Please look for the string "Court" below and report every line in which it occurs.

══ EXTRACTED ENTRIES ══

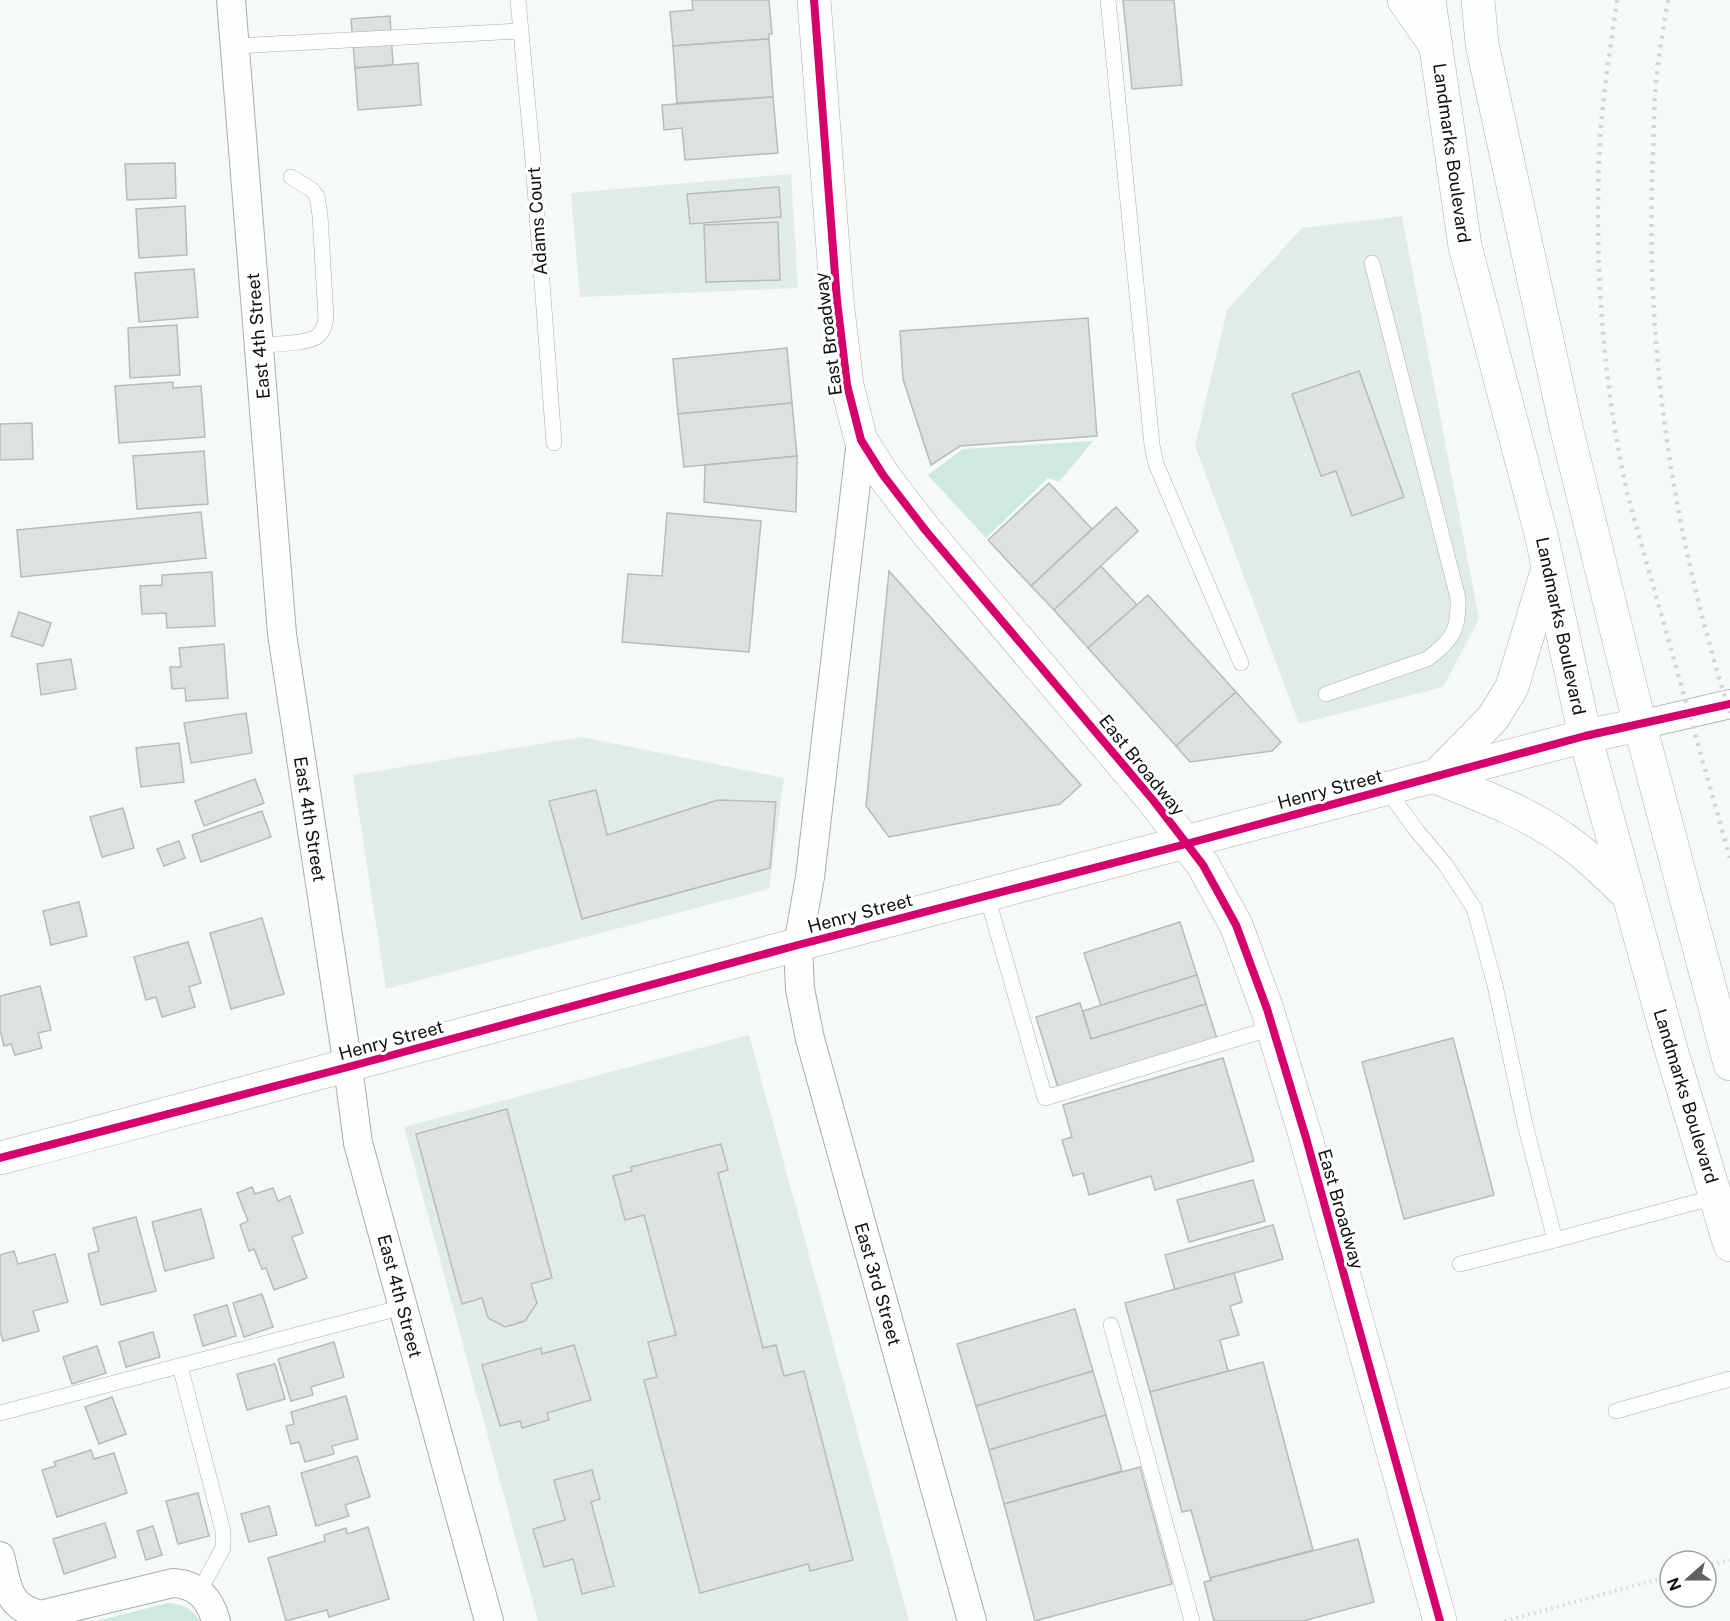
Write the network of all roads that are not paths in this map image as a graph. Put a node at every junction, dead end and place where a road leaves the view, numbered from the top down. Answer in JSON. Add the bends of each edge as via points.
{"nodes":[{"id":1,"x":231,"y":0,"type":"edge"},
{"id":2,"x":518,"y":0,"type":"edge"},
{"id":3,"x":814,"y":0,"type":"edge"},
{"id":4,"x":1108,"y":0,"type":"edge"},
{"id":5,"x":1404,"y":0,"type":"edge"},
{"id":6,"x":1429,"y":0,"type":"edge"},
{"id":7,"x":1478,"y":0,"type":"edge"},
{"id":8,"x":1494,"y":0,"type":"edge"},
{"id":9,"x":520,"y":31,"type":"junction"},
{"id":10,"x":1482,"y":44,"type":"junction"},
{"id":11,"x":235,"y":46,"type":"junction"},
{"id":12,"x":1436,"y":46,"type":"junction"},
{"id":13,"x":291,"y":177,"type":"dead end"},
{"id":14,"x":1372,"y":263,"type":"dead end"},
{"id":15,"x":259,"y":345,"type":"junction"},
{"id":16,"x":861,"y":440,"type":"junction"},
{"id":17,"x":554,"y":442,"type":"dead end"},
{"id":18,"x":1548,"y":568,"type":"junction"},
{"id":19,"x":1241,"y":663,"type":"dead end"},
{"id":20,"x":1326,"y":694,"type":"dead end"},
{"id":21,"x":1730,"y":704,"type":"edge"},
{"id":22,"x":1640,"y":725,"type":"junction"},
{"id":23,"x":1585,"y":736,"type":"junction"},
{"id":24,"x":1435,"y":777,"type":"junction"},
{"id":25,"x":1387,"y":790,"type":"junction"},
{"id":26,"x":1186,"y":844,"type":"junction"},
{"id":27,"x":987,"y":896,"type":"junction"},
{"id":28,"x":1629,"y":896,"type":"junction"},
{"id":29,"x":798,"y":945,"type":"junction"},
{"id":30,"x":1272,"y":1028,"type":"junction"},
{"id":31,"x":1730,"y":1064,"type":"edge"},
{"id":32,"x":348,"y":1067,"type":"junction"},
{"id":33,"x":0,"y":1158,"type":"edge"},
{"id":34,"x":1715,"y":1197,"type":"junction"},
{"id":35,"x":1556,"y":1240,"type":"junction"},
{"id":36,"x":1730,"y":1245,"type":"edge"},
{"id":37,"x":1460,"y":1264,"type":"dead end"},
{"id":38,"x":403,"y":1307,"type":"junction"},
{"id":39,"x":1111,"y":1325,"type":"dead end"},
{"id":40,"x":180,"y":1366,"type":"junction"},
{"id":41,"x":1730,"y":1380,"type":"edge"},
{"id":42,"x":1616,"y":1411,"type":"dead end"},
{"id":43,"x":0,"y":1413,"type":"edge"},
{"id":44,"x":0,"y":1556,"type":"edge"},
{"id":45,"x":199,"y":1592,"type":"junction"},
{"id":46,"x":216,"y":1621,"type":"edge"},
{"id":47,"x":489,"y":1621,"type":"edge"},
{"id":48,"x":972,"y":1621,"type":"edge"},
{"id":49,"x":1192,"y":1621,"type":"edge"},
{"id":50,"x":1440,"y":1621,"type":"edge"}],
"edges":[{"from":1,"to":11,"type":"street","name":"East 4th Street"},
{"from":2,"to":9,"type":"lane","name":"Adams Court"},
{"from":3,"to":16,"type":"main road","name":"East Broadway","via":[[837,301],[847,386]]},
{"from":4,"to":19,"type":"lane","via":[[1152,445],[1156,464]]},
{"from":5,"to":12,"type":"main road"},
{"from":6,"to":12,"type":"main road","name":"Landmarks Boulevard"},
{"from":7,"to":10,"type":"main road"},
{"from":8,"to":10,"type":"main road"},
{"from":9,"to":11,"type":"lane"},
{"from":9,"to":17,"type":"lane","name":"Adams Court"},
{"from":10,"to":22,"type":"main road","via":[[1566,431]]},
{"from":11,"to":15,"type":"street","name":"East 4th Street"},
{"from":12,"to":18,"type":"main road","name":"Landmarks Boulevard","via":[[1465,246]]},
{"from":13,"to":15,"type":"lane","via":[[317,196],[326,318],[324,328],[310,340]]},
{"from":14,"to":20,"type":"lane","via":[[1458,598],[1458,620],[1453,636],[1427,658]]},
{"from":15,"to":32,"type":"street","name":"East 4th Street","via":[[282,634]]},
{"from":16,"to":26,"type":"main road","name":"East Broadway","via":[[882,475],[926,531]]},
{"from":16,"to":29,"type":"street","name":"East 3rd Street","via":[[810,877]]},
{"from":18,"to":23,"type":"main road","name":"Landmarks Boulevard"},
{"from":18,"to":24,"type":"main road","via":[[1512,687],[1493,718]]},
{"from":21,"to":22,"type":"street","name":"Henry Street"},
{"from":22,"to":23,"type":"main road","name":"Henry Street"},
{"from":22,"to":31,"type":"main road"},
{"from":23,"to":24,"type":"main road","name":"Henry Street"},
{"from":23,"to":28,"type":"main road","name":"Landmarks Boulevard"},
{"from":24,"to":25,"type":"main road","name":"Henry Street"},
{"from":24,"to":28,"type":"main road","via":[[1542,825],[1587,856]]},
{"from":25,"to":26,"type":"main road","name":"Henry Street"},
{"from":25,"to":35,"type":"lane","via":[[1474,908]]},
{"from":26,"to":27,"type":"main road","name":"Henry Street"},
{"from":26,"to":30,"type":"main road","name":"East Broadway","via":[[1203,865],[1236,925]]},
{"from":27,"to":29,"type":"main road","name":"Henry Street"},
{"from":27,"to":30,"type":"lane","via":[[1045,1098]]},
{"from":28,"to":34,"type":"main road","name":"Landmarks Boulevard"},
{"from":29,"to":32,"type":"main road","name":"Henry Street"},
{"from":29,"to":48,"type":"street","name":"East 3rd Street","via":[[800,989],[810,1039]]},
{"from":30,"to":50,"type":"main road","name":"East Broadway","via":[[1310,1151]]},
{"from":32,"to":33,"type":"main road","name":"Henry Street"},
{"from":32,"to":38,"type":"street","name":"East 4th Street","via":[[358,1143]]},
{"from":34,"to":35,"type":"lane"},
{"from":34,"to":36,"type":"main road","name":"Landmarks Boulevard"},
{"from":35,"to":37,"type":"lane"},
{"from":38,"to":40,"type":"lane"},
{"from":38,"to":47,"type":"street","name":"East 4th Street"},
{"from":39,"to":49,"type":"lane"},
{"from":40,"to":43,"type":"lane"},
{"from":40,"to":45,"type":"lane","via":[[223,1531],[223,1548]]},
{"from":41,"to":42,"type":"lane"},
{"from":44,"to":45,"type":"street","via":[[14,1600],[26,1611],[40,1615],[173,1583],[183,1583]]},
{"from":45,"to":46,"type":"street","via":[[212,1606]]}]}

═══

• _SOLVED EXERCISE_:
{"from":2,"to":9,"type":"lane","name":"Adams Court"},
{"from":9,"to":17,"type":"lane","name":"Adams Court"},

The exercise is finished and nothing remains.